After three days of driving through the villages of the Richtersveld and ending up at the ǀAi-ǀAis/Richtersveld Transfrontier Park, you will have learned an incredible amount about the Nama people and the geographical setting they survive in, from intricate plant life to the traditional herding patterns called ‘transhumance’.

Did you know?

The ǀAi-ǀAis/Richtersveld Transfrontier Park, which falls partly in South Africa and partly in Namibia, contains the Fish River Canyon, the world’s second-largest canyon after the Grand Canyon in the United States of America.

It’s dawn in the Richtersveld and we’re on a donkey cart slowly trundling through the village of Eksteenfontein.

There’s a special kind of richness to the light out here, a freshness in the air. The Northern Cape skies are clear as we drive out to a stock post within the boundary of the Richtersveld World Heritage Site.

The Joseph family, Oom (Uncle) Kous and Tannie (Auntie) Sarah, are busy with the first chore of the morning: milking the goats. Then, after a quick tea break, Oom Kous follows his flock out into the veld. Just as the Joseph clan has been doing for many generations.

Back in Eksteenfontein, the children dance the Nama Stap for us. All the dancers are dressed in their Sunday best as they perform an intricate series of movements that resemble the old quadrille that courting couples used to do in the old days in the deep south of the United States.

The rest of our day in Eksteenfontein is spent listening to the storytellers relating the history of this hardy group of people who were moved here and who survived in this very harsh environment. We are invited to dinner in one of their homes and stay over at the local guest house.

The next morning, we are off to another Richtersveld village. This one bears the magical name of Lekkersing – to sing with enjoyment. Some say it’s named after the gurgling of a spring in the area, others claim that the residents have lovely singing voices.

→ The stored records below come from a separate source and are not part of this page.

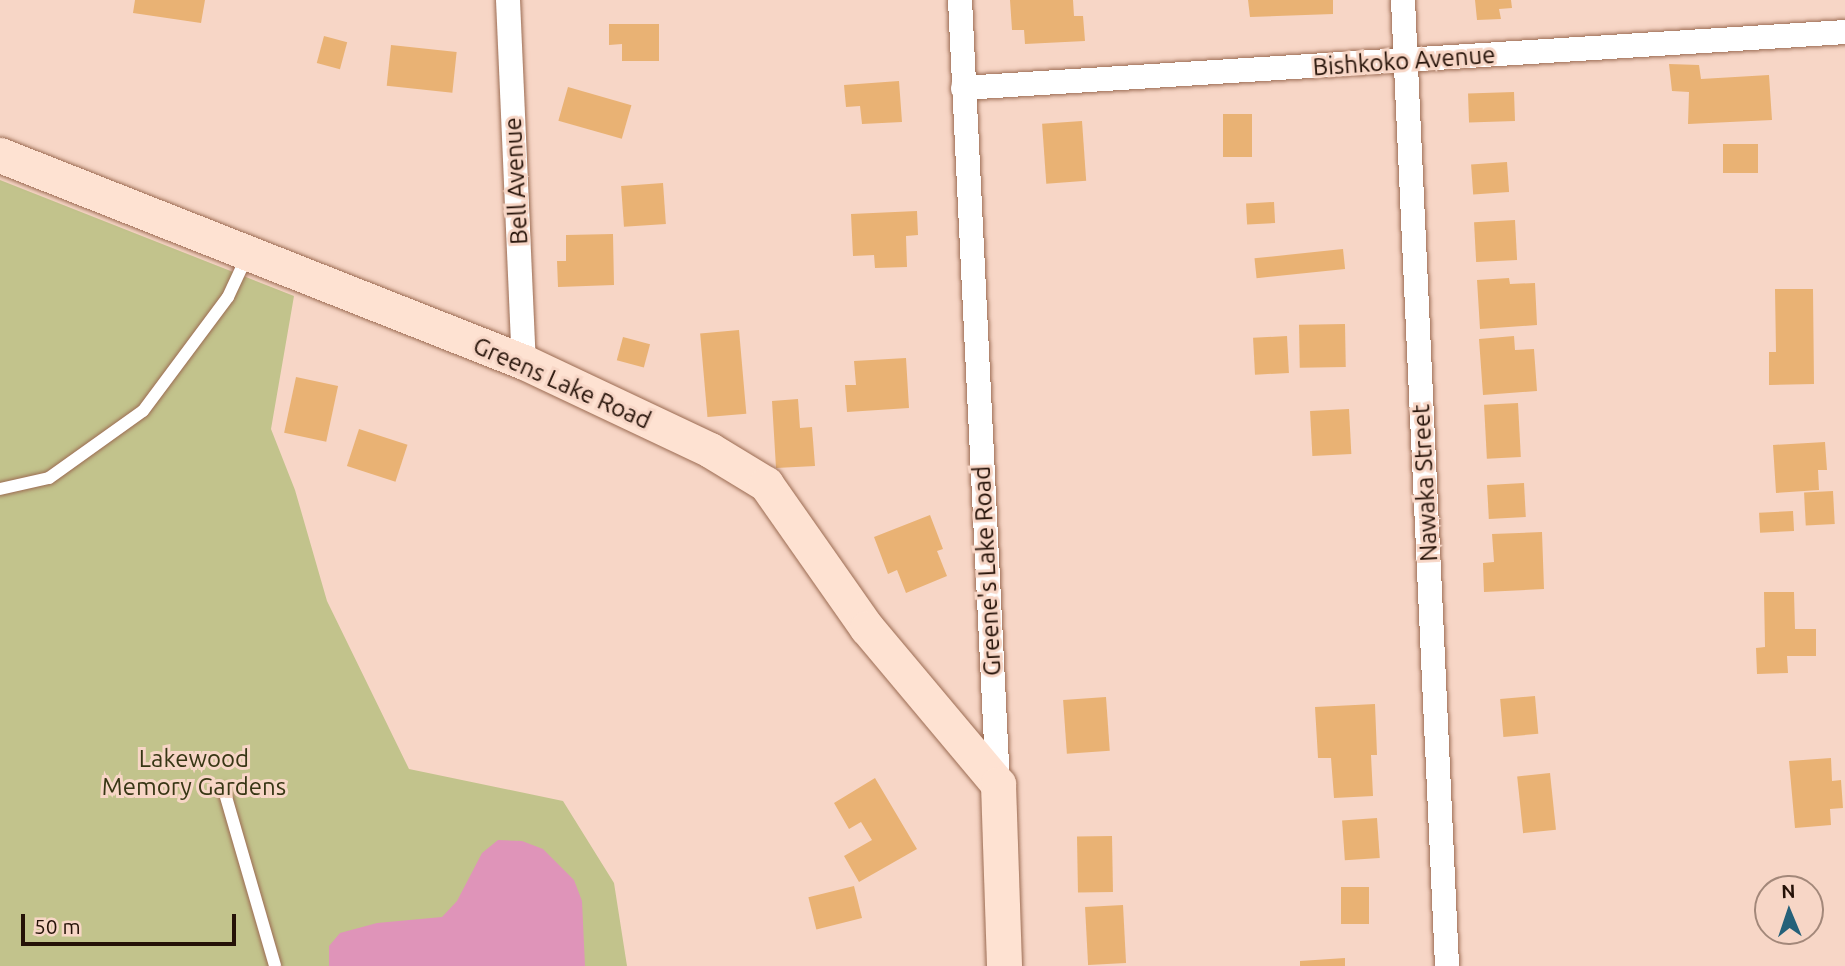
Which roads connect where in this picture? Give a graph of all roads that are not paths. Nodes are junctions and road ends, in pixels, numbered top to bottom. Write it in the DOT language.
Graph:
graph roads {
  1 [pos="508,0"];
  2 [pos="960,0"];
  3 [pos="1403,0"];
  4 [pos="1845,32"];
  5 [pos="1406,61"];
  6 [pos="963,88"];
  7 [pos="0,155"];
  8 [pos="247,256"];
  9 [pos="524,362"];
  10 [pos="0,489"];
  11 [pos="998,784"];
  12 [pos="224,790"];
  13 [pos="275,966"];
  14 [pos="1004,966"];
  15 [pos="1447,966"];
  1 -- 9 [label="street, Bell Avenue"];
  2 -- 6 [label="street, Greene's Lake Road"];
  3 -- 5 [label="street, Nawaka Street"];
  4 -- 5 [label="street, Bishkoko Avenue"];
  5 -- 6 [label="street, Bishkoko Avenue"];
  5 -- 15 [label="street, Nawaka Street"];
  6 -- 11 [label="street, Greene's Lake Road"];
  7 -- 8 [label="street, Greens Lake Road"];
  8 -- 9 [label="street, Greens Lake Road"];
  8 -- 10 [label="lane"];
  9 -- 11 [label="street, Greens Lake Road"];
  11 -- 14 [label="street, Greene's Lake Road"];
  12 -- 13 [label="lane"];
}
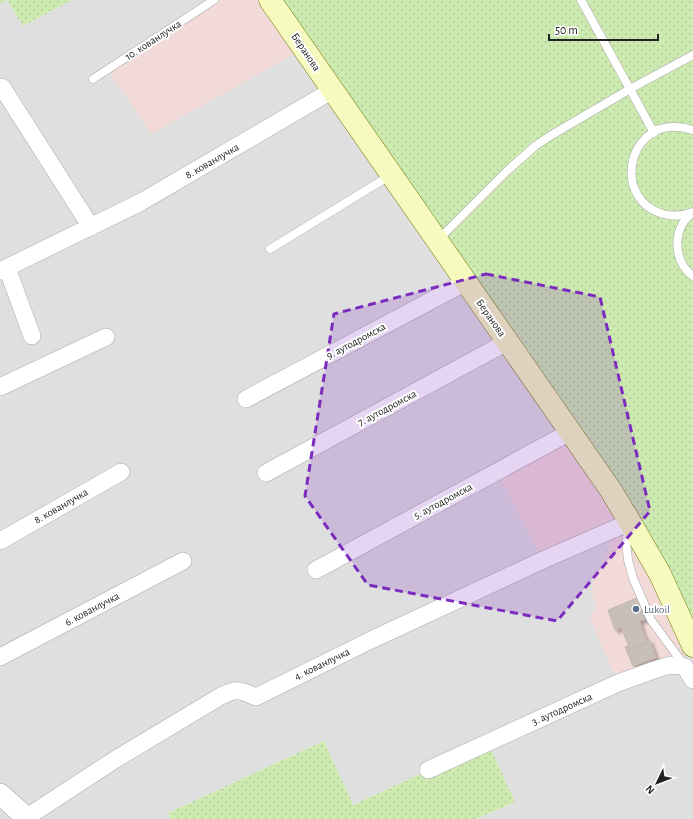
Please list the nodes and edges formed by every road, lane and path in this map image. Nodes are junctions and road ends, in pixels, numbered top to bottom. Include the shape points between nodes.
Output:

We visit a nearby hill, which is the site of a quartzite mine that produces fantastically patterned slate-like slabs that shine with a light copper hue. These crystallised shapes in the stone make the quartzite a prized export item.

We also visit the people from the Protea Elderly Club Food Garden. They’re doing an amazing job of food production out here in the dry wilderness, supplying herbs, vegetables and fruit to the village.

After lunch, we drive about 80km north to Kuboes, in the land of the quiver tree. Here it’s all about the legends of the Richtersveld: the water snake, the wonder hole, the north-gazing trees and the Mother River, the Gariep. Local guides show us how the matjieshuise (matted huts) are made. In springtime (late August to October), you can take a drive out into the semi-desert and admire the carpets of seasonal flowers.

We stay over at the Kuboes Guest House and order a home-cooked meal. After supper, one of the local choral groups sings to us in true Nama style.

The next morning we’re up bright and early and heading for the ǀAi-ǀAis/Richtersveld Transfrontier Park. Now we understand why we hired a sturdy vehicle with off-road capabilities, as we tour this part of the Succulent Karoo biome. This park is a stark moonscape with delicious surprises in the form of its flora and geological formations.

And as we sit within sight of the Orange (Gariep) River with our sundowners in front of our park chalet, we toast the dry country and plan the next day’s adventures up here on the northern frontier.

Travel tips & Planning info

Who to contact

Eksteenfontein Information Centre
Tel: +27 (0)27 851 7108
Emai: tic@lantic.net

Richtersveld World Heritage Site
Tel: +27 (0)72 186 8938
Email: info@richtersveldwhs.org


Lekkersing Information
Tel: +27 (0)27 851 8580

Richtersveld Tours
Tel: +27 (0)82 335 1399
Email: mail@richtersveldtours.co.za

How to get here

Eksteenfontein lies approx. 700km north of Cape Town (a drive of at least about eight hours). Drive up the N7 to Steinkopf, turn west towards Port Nolloth and follow the signs to Eksteenfontein.

Best time to visit

The Richtersveld is best in spring (late August to October) and autumn (April to May).

Around the area

Visit Port Nolloth and McDougal’s Bay while you’re in the area.

Tours to do

There are many Richtersveld tours available – see the listed websites for details.

Get around

Self-drive is your best option, unless you choose one of the many Richtersveld guided tours.

What will it cost

Accommodation costs on the trip should not exceed about R250 per person per night for bed and breakfast, while the national park charges run from R800 per chalet.

Length of stay

Set aside at least three days and two nights for this trip; longer in the area (up to a week or two) in the area if you can.

What to pack

Pack good hiking gear, sturdy boots, something warm for the evenings and light clothes for the daytime, no matter the time of year.

Where to stay

Eksteenfontein, Lekkersing and Kuboes all have overnight accommodation available – check listed websites for details.

What to eat

Good, hearty Nama home-cooking is what you want to dine on up here in the Richtersveld.

What's happening

Port Nolloth stages a Festival of Lights in mid-December.

Best buys

Buy local crafts and textiles in Eksteenfontein.